Stop at the line containing "wrist: (755, 354)": every line of the listing from the first up to that one must be set down exactly.

□ □ □ □

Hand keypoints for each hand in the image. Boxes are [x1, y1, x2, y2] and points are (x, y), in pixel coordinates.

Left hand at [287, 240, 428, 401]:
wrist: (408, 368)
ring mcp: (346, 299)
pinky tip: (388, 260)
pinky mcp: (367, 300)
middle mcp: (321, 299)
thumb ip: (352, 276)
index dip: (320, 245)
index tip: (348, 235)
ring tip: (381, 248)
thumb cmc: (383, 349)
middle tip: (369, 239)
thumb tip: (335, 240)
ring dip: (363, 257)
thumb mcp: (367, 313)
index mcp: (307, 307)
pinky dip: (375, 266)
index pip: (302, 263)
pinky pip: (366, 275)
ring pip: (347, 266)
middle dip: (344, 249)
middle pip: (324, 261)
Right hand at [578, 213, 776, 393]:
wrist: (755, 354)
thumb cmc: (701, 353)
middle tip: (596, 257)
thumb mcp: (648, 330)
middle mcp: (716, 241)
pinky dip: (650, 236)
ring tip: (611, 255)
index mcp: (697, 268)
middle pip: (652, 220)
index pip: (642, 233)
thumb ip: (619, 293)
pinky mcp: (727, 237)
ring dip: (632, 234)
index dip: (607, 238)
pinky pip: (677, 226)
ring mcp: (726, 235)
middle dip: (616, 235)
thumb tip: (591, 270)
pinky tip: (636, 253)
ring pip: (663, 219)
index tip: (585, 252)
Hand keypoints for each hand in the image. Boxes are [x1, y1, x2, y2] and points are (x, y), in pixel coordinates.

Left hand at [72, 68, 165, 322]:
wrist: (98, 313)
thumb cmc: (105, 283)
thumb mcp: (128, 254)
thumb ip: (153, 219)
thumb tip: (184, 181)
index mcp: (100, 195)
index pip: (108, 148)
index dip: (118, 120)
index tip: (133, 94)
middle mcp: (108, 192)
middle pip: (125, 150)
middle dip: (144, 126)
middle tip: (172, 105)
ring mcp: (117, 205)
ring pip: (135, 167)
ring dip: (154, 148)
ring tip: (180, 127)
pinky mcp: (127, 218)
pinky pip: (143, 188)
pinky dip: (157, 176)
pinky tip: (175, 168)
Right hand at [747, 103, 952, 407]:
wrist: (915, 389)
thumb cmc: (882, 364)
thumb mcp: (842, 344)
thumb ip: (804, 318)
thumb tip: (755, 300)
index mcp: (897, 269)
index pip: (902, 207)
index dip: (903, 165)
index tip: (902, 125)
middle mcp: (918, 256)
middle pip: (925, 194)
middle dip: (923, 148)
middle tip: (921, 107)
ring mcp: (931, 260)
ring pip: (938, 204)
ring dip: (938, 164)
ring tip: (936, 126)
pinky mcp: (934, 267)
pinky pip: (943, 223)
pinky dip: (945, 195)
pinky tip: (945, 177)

□ □ □ □

▸ PROBLEM SOLUTION
Hand keypoints for each hand in the image. Boxes are [x1, y1, x2, y2] and points are (x, y), in pixel coordinates.

Left hand at [287, 240, 428, 401]:
wrist: (408, 368)
ring mcp: (346, 299)
pinky tip: (388, 260)
pinky mcp: (367, 300)
middle mcp: (321, 299)
thumb ip: (352, 276)
index dip: (320, 245)
index tip: (348, 235)
ring tip: (381, 248)
thumb cmc: (383, 349)
middle tip: (369, 239)
thumb tip: (335, 240)
ring dip: (363, 257)
thumb mcp: (367, 313)
index mcp: (307, 307)
pinky dip: (375, 266)
index pip: (302, 263)
pinky pip: (366, 275)
ring pip: (347, 266)
middle dip: (344, 249)
middle pip: (324, 261)
Right hand at [578, 213, 776, 393]:
wrist: (755, 354)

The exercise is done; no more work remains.